(Images with pose keypoints)
┌──

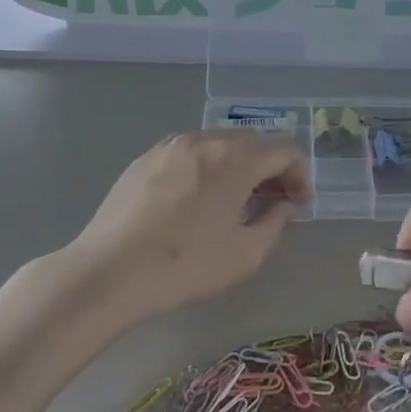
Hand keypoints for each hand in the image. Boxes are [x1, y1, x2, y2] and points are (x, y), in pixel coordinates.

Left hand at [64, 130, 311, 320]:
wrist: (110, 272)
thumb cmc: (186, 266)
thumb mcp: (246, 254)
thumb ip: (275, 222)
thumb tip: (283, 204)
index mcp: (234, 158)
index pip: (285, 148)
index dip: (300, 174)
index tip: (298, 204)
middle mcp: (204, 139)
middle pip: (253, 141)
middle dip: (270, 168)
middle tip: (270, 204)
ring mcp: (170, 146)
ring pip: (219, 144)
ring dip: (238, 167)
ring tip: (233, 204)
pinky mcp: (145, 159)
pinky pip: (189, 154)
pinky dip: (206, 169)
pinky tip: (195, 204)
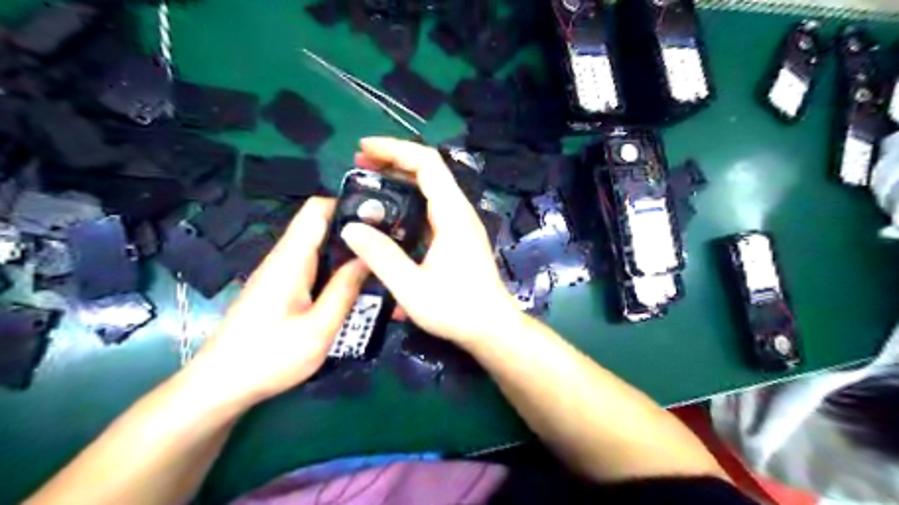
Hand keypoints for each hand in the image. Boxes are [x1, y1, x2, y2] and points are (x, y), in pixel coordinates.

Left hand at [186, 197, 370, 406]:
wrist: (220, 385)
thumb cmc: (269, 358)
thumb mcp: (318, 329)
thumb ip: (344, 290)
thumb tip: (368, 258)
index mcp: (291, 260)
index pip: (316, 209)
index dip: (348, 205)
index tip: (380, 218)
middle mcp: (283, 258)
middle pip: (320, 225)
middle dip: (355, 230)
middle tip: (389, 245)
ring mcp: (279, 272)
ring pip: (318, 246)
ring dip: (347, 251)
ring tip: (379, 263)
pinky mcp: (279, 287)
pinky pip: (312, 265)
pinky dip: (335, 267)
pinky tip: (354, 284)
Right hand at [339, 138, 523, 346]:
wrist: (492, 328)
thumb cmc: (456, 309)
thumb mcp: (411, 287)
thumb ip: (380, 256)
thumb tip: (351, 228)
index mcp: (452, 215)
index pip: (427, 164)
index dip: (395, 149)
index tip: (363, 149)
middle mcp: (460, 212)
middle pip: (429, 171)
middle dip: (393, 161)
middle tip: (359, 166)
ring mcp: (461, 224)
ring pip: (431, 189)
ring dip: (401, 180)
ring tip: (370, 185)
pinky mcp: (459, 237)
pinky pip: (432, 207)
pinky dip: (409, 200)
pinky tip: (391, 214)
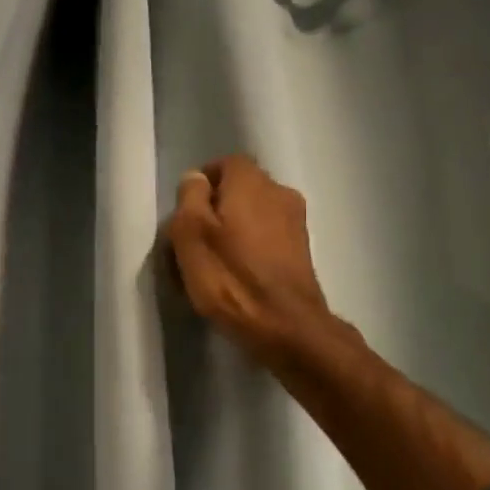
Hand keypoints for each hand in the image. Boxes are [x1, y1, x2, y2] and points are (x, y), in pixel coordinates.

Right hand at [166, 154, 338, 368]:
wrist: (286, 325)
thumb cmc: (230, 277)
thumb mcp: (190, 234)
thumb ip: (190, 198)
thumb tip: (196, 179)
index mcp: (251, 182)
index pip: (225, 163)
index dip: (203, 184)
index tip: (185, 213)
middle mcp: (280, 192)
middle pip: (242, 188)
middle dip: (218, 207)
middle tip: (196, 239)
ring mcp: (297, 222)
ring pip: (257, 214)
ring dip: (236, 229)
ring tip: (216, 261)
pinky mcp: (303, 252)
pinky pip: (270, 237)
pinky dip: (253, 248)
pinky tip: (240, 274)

└──

(WORK INSTRUCTION) Beginning with the line where "pinky dip: (409, 200)" appears, transcribe the records above word for word through their last line, and include no pictures.

(RESULT)
pinky dip: (409, 200)
pinky tip: (391, 214)
Hand keypoints for each hand in the image. Boxes are [x1, y1, x2, y2] and points are (x, y), in pixel coordinates.

Right hand at [166, 154, 338, 368]:
wrist: (286, 325)
thumb cmc: (230, 277)
thumb mcp: (190, 234)
thumb ip: (190, 198)
thumb tip: (196, 179)
index mcp: (251, 182)
index pip: (225, 163)
index dip: (203, 184)
index tip: (185, 213)
middle mcp: (280, 192)
middle pip: (242, 188)
middle dip: (218, 207)
middle tip: (196, 239)
ring mcp: (297, 222)
ring pip: (257, 214)
ring dip: (236, 229)
ring tip: (216, 261)
pinky mcp: (303, 252)
pinky pip: (270, 237)
pinky dip: (253, 248)
pinky tip: (240, 274)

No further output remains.